After my ex left me, I was devastated, still am in a way, but thats another story.

 

My confidence was shot, and most of it is still gone. But I did get a little of it back, how, easy.

 

I graduated college with a degree in History, a subject I love with a passion. That was my goal and I achieved it.

Posted

Most of this seems from a male POV. I will give from a female POV.

 

I bought new clothes, redecorated and rearranged the apartment... MY apartment now. Trained my new bird (got it to keep the other bird company), started going out in public places every day and trying to talk to new people, checking out some men and letting them check me out. I already exercise quite a bit, but I've had to change my routine a bit because of the loss of being able to get to the mountain bike trails. Getting counselling helps a lot too, helps you process your emotions and deal with any issues you have that will make you a better person for future relationships. It also gives you coping skills and helps your communication skills.

 

I've talked to a lot of people about what has happened. Got a big support network, re-evaluated my short and long term life goals to see what needed revising since stbxH split.

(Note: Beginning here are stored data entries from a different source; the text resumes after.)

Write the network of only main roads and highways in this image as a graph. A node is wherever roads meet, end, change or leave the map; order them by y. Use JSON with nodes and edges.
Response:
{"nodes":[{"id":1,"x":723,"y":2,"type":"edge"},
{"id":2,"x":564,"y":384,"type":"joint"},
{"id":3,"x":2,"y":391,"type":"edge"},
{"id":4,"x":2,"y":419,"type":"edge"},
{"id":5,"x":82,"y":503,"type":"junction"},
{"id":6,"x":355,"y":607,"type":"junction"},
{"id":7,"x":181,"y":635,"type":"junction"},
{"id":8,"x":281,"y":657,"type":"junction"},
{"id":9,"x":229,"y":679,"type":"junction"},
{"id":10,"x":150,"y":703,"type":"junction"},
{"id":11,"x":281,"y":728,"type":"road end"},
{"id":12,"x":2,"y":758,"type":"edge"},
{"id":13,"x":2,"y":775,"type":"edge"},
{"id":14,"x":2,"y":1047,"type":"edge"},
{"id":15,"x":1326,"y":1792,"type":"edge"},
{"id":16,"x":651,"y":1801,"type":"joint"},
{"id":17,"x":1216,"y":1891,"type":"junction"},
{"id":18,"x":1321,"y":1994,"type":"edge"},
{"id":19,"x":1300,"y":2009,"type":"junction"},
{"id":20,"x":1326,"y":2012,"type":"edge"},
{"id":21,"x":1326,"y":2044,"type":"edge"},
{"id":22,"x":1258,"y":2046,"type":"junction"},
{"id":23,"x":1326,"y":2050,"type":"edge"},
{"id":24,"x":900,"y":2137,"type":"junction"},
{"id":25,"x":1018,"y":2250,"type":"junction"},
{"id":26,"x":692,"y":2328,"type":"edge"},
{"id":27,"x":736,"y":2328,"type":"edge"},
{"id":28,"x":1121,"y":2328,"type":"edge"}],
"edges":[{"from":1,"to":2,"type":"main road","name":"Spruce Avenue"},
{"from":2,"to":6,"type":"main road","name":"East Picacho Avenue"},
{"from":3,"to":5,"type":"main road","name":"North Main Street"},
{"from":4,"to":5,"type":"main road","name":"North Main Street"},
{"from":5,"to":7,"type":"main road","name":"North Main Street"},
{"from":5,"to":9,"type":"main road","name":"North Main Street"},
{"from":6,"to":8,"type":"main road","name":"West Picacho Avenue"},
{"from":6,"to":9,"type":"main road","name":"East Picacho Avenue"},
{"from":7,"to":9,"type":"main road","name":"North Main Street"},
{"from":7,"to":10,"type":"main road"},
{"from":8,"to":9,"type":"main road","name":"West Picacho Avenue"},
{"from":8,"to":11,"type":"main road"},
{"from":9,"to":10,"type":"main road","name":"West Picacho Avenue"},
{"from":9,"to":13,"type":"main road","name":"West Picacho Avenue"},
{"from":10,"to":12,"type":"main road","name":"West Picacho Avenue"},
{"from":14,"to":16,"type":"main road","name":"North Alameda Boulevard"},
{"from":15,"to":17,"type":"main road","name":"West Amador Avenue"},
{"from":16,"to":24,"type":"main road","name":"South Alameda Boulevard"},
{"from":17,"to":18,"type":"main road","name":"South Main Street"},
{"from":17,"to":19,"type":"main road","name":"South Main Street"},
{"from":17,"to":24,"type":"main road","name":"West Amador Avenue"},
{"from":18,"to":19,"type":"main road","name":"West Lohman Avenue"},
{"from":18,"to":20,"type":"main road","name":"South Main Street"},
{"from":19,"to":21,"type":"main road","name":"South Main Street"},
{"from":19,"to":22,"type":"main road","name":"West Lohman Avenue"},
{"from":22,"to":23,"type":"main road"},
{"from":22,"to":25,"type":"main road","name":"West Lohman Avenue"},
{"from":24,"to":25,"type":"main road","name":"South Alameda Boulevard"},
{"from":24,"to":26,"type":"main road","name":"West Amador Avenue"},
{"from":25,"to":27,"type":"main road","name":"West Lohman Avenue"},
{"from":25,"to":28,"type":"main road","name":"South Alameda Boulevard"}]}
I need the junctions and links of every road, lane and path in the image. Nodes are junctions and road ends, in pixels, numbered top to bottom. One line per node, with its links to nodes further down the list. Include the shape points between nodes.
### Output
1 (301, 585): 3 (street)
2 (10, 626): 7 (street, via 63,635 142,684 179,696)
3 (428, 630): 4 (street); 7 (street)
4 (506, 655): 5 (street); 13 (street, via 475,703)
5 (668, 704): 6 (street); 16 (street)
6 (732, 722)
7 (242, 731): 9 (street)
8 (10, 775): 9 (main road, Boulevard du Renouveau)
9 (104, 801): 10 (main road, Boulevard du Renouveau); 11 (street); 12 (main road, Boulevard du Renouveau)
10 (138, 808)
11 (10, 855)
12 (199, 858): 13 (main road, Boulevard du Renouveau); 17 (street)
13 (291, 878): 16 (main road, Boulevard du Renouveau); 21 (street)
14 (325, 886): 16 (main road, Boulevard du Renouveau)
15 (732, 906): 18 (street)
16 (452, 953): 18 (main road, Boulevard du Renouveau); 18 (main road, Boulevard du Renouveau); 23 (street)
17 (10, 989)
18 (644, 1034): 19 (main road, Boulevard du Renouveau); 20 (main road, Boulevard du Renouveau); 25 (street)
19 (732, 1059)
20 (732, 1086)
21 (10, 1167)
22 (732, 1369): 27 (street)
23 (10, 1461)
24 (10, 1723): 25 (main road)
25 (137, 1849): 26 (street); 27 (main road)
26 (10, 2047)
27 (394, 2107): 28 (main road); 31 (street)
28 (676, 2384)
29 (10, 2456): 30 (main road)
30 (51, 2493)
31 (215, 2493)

Took steps to get those goals on track.

 

Getting re-involved in things I had to give up towards the end of my marriage to try and support my stbxH with his emotional issues. I have not yet had a rebound relationship or ego boosting hookup sex. I've been considering it, but not sure if it has the same effect on females as it does for males. I am also not that kind of person really, but pondering it is nice... going through with it might be a different story.

Posted

Hung out with a friend in situations that aren't my comfort zone like big groups made up of strangers and knowing just one person (her), going to a lounge, etc.

 

Just meeting new people and feeling that they're receptive to me. It feels great.

Posted

  • Big clear out plus re-arranged and decorated living space
  • Bought new clothes and accessories, new hairstyle
  • Volunteering with various organisations
  • Adult education and professional certification classes
  • Increasing my social and professional circle
  • Fitness classes and more active pursuits
  • Cultural and tourist activities
  • Responding to posts on here
  • Using a SAD light
  • Keeping a "things to be thankful for" journal
  • Stepping outside of my comfort zone more often
  • Working through relationship and self-development exercises
  • Listening to inspirational and upbeat music
  • Dancing
  • Watching more comedy
  • Pro-actively looking for the positive
  • Making more of an effort to smile and laugh more
  • Re-connecting with old friends
  • Spending more time with positive and inspirational people
  • Making conversation with complete strangers
  • Noticing and appreciating my immediate environment
  • Re-evaluating my life and where I want it to go, setting goals and reaching them
  • Reviewing how much I've achieved so far and how much I've turned my life around
  • Remembering that I survived a horrible year where bad things happened but I still managed to get the best-case scenario every time

Hmmm, I think this has become more like a happy-boosting list rather than confidence-boosting list. :)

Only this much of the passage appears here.